*EXERCISE DIRECTIONS*:
Among the entries that follow, the required portion opens with the line containing "ring tip: (549, 285)" and closes with the line containing "middle tip: (889, 657)". Give that portion again exactly, and nothing else.

(Named joint coordinates)
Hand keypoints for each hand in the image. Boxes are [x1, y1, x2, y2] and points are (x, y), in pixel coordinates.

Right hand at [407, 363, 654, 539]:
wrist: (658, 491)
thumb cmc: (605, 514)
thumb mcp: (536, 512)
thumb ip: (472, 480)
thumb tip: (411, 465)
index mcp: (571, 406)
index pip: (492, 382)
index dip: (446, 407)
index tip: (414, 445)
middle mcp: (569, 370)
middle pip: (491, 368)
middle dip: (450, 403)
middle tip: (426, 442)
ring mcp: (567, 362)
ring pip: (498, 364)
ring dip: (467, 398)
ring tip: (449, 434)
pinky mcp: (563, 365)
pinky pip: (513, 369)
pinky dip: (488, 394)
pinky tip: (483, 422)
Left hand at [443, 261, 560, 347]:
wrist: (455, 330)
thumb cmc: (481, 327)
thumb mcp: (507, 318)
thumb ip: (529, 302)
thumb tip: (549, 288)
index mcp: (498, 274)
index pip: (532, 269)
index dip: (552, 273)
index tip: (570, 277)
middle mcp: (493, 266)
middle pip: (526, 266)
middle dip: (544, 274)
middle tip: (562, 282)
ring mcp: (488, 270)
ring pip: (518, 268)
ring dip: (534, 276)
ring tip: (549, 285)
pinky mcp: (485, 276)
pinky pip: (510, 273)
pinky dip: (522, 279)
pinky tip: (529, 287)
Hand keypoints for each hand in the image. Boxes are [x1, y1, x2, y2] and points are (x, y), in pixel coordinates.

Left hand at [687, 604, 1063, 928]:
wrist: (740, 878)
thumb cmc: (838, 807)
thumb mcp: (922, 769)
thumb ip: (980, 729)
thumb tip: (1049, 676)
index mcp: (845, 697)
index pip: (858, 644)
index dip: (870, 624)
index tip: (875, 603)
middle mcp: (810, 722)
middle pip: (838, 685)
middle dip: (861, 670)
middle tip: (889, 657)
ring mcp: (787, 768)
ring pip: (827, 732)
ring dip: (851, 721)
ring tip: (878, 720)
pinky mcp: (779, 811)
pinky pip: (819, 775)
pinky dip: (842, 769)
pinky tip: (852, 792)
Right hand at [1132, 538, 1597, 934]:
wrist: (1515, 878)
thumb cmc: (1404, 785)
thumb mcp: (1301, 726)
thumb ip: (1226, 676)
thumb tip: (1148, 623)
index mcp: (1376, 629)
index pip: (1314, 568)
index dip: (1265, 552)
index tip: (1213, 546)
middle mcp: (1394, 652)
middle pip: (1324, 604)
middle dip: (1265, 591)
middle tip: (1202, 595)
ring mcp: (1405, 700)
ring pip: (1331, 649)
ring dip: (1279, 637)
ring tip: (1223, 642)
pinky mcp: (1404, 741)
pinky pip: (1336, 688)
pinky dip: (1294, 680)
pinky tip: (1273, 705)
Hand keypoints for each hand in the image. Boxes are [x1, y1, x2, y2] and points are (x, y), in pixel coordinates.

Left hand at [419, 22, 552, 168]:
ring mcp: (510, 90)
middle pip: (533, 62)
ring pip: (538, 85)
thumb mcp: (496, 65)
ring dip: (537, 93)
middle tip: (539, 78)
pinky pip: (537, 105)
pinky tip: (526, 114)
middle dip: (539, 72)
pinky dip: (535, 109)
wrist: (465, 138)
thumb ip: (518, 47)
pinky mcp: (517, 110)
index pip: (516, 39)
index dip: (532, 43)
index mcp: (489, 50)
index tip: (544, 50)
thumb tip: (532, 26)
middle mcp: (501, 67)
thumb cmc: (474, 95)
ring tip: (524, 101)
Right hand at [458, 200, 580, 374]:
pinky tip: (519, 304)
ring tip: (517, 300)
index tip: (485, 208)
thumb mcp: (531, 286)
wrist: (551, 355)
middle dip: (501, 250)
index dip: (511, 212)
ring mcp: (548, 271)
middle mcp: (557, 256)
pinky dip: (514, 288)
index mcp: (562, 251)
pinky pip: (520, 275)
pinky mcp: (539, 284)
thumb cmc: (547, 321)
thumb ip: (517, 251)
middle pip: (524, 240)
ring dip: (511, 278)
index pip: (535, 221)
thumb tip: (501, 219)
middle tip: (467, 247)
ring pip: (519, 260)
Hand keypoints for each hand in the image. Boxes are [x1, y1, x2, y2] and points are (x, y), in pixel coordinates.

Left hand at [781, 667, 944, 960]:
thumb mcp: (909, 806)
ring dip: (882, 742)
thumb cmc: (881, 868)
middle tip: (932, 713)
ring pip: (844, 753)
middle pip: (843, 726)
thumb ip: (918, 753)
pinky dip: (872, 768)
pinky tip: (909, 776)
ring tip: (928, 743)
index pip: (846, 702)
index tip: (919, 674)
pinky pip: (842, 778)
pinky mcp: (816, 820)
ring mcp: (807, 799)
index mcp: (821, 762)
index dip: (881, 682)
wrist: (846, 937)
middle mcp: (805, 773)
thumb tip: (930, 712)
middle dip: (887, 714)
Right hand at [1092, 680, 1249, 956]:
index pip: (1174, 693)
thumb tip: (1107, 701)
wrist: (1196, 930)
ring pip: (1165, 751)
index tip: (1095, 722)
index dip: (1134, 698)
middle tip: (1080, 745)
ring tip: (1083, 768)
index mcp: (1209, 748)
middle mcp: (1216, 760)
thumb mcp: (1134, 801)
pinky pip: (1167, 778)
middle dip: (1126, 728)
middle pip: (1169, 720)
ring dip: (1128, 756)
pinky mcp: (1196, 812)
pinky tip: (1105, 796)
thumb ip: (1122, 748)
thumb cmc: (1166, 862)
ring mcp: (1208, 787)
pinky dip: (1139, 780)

*FINISHED EXERCISE*:
ring tip: (549, 285)
pinky mcp: (485, 276)
pinky pip: (510, 273)
pinky dip: (522, 279)
pinky tip: (529, 287)
Hand keypoints for each hand in the image. Boxes are [x1, y1, x2, y2] and points are (x, y), in pixel coordinates.

Left hand at [687, 604, 1063, 928]:
wrist: (740, 878)
thumb cmc: (838, 807)
thumb mcp: (922, 769)
thumb ip: (980, 729)
thumb tip: (1049, 676)
index mcp: (845, 697)
index pip: (858, 644)
index dip: (870, 624)
index tip: (875, 603)
middle mcp: (810, 722)
middle pip: (838, 685)
middle dip: (861, 670)
middle tip: (889, 657)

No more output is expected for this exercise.